> [Data records]:
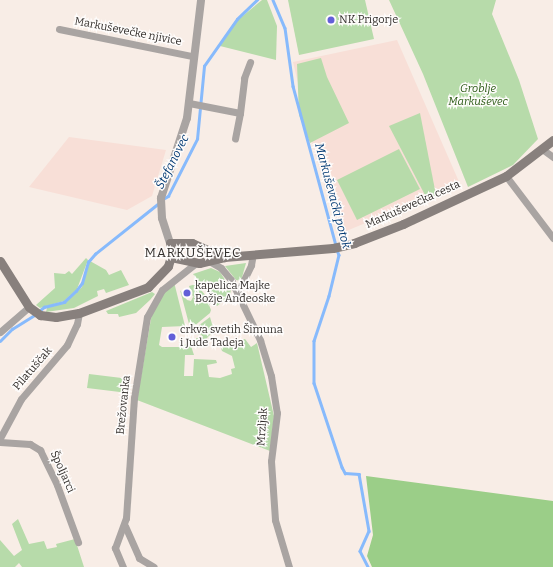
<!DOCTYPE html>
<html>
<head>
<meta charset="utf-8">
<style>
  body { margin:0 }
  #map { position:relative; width:553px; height:567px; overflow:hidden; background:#f8ede6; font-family:Bitter,serif }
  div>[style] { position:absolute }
  .education>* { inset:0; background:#f8dfd7 }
  .green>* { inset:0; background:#b7dbaa }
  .forest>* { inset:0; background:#9bce88 }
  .stream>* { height:2.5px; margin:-1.25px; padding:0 1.25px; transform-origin:1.25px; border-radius:1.25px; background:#87bafc }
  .minor>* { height:7px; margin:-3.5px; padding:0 3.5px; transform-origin:3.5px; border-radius:3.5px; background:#a9a4a2 }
  .tertiary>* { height:8px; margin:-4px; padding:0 4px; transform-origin:4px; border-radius:4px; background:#a9a4a2 }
  .secondary>* { height:9px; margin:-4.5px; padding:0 4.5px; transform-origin:4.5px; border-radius:4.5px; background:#88807d }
  .dots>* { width:11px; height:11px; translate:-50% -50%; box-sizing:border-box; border:2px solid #fefcfb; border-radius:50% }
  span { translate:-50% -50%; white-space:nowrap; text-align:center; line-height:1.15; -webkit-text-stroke:3px #fefcfb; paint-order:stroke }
  .poi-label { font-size:11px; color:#332f2c }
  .left { translate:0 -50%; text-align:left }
  .street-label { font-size:11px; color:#332f2c }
  .park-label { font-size:11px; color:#2a5914; font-style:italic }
  .water-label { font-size:12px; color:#043b74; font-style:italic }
  .quarter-label { font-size:13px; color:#332f2c; letter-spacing:1px }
</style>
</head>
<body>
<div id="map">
  <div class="education">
    <div style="clip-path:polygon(397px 40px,460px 184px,339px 234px,314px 150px,293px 62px)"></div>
    <div style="clip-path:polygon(69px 137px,166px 150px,152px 196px,127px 210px,29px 187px)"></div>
  </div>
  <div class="green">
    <div style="clip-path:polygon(262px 0,267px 0,277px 26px,276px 60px,220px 46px,233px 24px)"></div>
    <div style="clip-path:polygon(288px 0,365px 0,374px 39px,299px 55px)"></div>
    <div style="clip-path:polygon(389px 0,496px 0,492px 14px,519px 80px,538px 139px,513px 165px,468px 187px,423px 74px)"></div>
    <div style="clip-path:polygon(321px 58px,327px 77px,349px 123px,310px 143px,299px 115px,297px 64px)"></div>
    <div style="clip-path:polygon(420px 113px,436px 195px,432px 197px,426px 197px,389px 126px)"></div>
    <div style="clip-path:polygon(399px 149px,420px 189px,357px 220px,337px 180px)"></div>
    <div style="clip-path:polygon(86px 258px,88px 260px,77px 289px,64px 301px,40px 308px,36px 305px,55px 288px,54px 273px,65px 274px,69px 271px,72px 274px)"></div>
    <div style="clip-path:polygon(90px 261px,106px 270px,109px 275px,121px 270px,129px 285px,106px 293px,104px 289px,97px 291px,98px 296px,74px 308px,46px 312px,47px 308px,65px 302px,76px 293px,82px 287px)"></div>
    <div style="clip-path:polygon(246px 263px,241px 281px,236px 280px,225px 266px)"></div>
    <div style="clip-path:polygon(211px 268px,220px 272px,231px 289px,230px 296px,217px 306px,193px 274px)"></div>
    <div style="clip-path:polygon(174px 282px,185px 326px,162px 327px,159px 345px,162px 347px,181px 347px,186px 344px,191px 346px,194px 355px,185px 355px,184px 376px,193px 376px,194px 359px,216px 360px,217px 363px,207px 365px,209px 377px,220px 378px,232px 374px,231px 369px,235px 368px,232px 356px,222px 351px,220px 345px,245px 339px,251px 347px,257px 343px,274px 416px,270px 451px,137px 400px,152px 313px,160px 298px)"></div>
    <div style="clip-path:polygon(196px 284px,212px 303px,209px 305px,211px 310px,210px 313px,193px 327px,189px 324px,180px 290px,187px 300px,191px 301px,193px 297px,189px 286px)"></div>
    <div style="clip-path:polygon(152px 292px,155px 294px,150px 300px,136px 313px,119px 317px,118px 314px,108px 314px,106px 311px)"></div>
    <div style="clip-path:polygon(210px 317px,214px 331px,197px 348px,196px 338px,201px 338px,202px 335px,195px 334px,194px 329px)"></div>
    <div style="clip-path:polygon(89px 374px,130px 379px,128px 393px,87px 388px)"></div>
    <div style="clip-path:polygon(18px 519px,29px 544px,44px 541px,47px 549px,57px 547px,56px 544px,75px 539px,84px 567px,22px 567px,19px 563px,15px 567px,0 567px,0 540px,14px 556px,22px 550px,12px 524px)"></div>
  </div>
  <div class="forest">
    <div style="clip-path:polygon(366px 476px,553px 501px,553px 567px,372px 567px,367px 556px,373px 535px)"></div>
  </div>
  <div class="stream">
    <div style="left:273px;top:0;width:30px;rotate:67deg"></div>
    <div style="left:285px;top:28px;width:59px;rotate:82.1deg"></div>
    <div style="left:293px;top:86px;width:165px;rotate:74.9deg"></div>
    <div style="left:163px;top:199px;width:6px;rotate:-31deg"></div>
    <div style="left:168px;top:196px;width:64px;rotate:-63deg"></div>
    <div style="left:197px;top:139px;width:73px;rotate:-84.5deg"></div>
    <div style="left:204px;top:66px;width:57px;rotate:-54.9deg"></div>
    <div style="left:237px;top:19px;width:28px;rotate:-44deg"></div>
    <div style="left:337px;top:250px;width:5px;rotate:68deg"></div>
    <div style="left:339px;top:255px;width:42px;rotate:103.7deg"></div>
    <div style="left:329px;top:296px;width:47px;rotate:108.4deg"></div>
    <div style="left:314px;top:341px;width:42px;rotate:90deg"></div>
    <div style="left:314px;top:383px;width:89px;rotate:71.6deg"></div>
    <div style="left:342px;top:467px;width:7px;rotate:63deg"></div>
    <div style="left:345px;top:473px;width:14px;rotate:4deg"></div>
    <div style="left:359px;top:474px;width:58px;rotate:80deg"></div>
    <div style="left:369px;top:531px;width:22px;rotate:114deg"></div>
    <div style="left:360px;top:551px;width:18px;rotate:63deg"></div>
    <div style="left:38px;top:312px;width:8px;rotate:-40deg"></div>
    <div style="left:44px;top:307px;width:21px;rotate:-14deg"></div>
    <div style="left:64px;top:302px;width:16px;rotate:-43deg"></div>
    <div style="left:76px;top:291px;width:10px;rotate:-53deg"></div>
    <div style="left:82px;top:283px;width:22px;rotate:-74deg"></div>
    <div style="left:88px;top:262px;width:11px;rotate:-49deg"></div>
    <div style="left:95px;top:254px;width:82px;rotate:-38.6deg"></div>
    <div style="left:0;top:341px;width:17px;rotate:-45deg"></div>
    <div style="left:12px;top:329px;width:26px;rotate:-32deg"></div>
  </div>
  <div class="minor">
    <div style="left:59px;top:29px;width:136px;rotate:11.5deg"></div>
    <div style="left:189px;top:103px;width:52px;rotate:11.1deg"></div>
    <div style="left:240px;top:113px;width:26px;rotate:101deg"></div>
    <div style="left:240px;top:113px;width:35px;rotate:-83deg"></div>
    <div style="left:244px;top:78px;width:17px;rotate:-69deg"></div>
    <div style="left:542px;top:149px;width:14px;rotate:36deg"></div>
    <div style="left:506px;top:176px;width:78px;rotate:52.8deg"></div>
    <div style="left:209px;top:261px;width:14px;rotate:30deg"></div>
    <div style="left:221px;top:268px;width:16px;rotate:50deg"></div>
    <div style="left:231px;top:280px;width:67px;rotate:64.2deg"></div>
    <div style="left:260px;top:340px;width:38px;rotate:73deg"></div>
    <div style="left:271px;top:376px;width:37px;rotate:81deg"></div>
    <div style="left:277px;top:413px;width:48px;rotate:97.1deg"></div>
    <div style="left:271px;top:461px;width:59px;rotate:86.1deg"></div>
    <div style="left:275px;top:520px;width:49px;rotate:73.4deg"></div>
    <div style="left:237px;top:294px;width:32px;rotate:-64deg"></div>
    <div style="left:251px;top:265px;width:11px;rotate:-80deg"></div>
    <div style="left:0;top:332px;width:38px;rotate:-41deg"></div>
    <div style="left:0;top:438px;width:44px;rotate:-61.7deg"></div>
    <div style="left:21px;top:399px;width:71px;rotate:-49.6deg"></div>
    <div style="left:67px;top:345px;width:23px;rotate:-65deg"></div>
    <div style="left:77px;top:324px;width:11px;rotate:-80deg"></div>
    <div style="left:0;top:442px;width:30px;rotate:4deg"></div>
    <div style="left:30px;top:444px;width:12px;rotate:31deg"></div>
    <div style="left:40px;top:450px;width:39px;rotate:64deg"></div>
    <div style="left:57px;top:485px;width:61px;rotate:69.8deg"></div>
    <div style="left:125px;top:526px;width:35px;rotate:66deg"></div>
    <div style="left:139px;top:558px;width:17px;rotate:31deg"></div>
    <div style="left:123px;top:567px;width:21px;rotate:-113deg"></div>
    <div style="left:115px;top:548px;width:32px;rotate:-70deg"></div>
    <div style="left:126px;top:518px;width:120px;rotate:-86.2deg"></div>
    <div style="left:134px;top:398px;width:82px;rotate:-80.9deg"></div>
    <div style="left:147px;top:317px;width:31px;rotate:-61deg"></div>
    <div style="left:162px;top:290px;width:43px;rotate:-38.5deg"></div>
  </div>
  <div class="tertiary">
    <div style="left:170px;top:243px;width:26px;rotate:-108deg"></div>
    <div style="left:162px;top:218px;width:20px;rotate:-93deg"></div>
    <div style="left:161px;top:198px;width:84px;rotate:-72deg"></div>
    <div style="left:187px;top:118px;width:119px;rotate:-83.2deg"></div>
  </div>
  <div class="secondary">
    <div style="left:171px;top:257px;width:29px;rotate:12deg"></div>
    <div style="left:199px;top:263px;width:26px;rotate:-13deg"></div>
    <div style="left:224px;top:257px;width:109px;rotate:-4.7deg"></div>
    <div style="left:333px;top:248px;width:22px;rotate:-13deg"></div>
    <div style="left:354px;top:243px;width:53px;rotate:-21.2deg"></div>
    <div style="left:403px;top:224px;width:114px;rotate:-25deg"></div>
    <div style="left:506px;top:176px;width:59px;rotate:-37.5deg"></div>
    <div style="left:0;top:261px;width:54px;rotate:57.8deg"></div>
    <div style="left:29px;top:307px;width:14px;rotate:36deg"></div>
    <div style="left:40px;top:315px;width:16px;rotate:7deg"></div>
    <div style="left:56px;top:317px;width:23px;rotate:-10deg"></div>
    <div style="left:79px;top:313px;width:74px;rotate:-20.6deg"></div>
    <div style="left:148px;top:287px;width:29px;rotate:-46deg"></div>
    <div style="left:168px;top:266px;width:14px;rotate:-73deg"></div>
    <div style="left:172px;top:253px;width:10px;rotate:-101deg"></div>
    <div style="left:170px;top:243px;width:22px"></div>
    <div style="left:192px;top:243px;width:35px;rotate:24deg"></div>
  </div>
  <div class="dots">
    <div style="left:331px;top:20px;background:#635fd8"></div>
    <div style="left:187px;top:293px;background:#635fd8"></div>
    <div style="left:172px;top:337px;background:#635fd8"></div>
  </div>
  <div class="poi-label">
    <span class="left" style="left:339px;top:20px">NK Prigorje</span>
    <span class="left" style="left:195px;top:293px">kapelica Majke<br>Božje Anđeoske</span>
    <span class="left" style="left:180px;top:337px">crkva svetih Šimuna<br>i Jude Tadeja</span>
  </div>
  <div class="street-label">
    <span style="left:128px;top:32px;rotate:11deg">Markuševečke njivice</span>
    <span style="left:413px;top:205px;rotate:-24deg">Markuševečka cesta</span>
    <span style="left:33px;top:369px;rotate:-49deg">Pilatuščak</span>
    <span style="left:124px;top:405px;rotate:-84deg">Brežovanka</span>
    <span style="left:263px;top:427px;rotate:-86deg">Mrzljak</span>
    <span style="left:62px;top:472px;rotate:66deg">Špoljarci</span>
  </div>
  <div class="park-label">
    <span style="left:478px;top:96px">Groblje<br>Markuševec</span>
  </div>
  <div class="water-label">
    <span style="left:173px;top:162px;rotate:-63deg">Štefanovec</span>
    <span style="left:332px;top:196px;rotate:75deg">Markuševački potok</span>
  </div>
  <div class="quarter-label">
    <span style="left:193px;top:253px">MARKUŠEVEC</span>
  </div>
</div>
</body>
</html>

> [Work to complete]:
For the records above, count the lines holding the word "stream" and give only that number.

> [Solution below]:
2